Goal of the exercise: Scan the entries below for the string "roads" and copy every line where it turns up.

Stored data:

┌────────

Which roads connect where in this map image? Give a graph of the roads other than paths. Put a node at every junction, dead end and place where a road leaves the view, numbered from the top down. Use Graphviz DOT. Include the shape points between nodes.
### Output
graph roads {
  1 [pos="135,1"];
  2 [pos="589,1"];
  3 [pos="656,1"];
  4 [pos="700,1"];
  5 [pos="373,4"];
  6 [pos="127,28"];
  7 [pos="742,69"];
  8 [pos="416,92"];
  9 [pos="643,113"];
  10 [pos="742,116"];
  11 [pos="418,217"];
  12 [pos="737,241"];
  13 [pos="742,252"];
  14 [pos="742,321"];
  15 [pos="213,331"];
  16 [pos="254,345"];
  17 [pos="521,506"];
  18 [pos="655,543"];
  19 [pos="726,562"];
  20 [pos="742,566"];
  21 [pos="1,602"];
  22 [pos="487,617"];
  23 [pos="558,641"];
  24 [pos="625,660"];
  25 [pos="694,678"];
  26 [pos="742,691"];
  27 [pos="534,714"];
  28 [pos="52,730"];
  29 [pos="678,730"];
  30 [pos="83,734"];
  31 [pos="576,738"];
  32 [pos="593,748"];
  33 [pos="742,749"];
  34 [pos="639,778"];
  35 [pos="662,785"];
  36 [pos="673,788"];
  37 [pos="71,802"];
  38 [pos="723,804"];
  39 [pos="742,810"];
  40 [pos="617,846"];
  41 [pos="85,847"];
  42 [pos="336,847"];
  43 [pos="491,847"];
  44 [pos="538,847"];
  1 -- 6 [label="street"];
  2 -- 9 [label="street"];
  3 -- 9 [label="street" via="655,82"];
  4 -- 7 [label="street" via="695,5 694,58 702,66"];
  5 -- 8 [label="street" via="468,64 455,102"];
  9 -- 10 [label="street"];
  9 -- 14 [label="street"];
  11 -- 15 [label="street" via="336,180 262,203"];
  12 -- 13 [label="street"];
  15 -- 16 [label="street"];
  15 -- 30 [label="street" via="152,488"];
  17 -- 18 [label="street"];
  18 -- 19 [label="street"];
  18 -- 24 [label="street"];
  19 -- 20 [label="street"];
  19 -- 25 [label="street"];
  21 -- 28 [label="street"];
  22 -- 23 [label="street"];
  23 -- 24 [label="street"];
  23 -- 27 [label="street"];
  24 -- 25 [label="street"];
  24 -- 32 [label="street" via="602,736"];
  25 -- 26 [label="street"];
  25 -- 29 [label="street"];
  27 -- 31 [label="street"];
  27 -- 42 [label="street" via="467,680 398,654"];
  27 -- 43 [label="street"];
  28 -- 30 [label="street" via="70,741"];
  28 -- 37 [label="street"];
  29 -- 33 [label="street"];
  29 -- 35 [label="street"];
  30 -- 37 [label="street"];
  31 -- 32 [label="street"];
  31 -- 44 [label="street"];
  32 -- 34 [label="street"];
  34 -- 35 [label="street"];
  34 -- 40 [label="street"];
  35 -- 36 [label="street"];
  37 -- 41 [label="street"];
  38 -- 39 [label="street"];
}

└────────

Completed exercise:
Which roads connect where in this map image? Give a graph of the roads other than paths. Put a node at every junction, dead end and place where a road leaves the view, numbered from the top down. Use Graphviz DOT. Include the shape points between nodes.
graph roads {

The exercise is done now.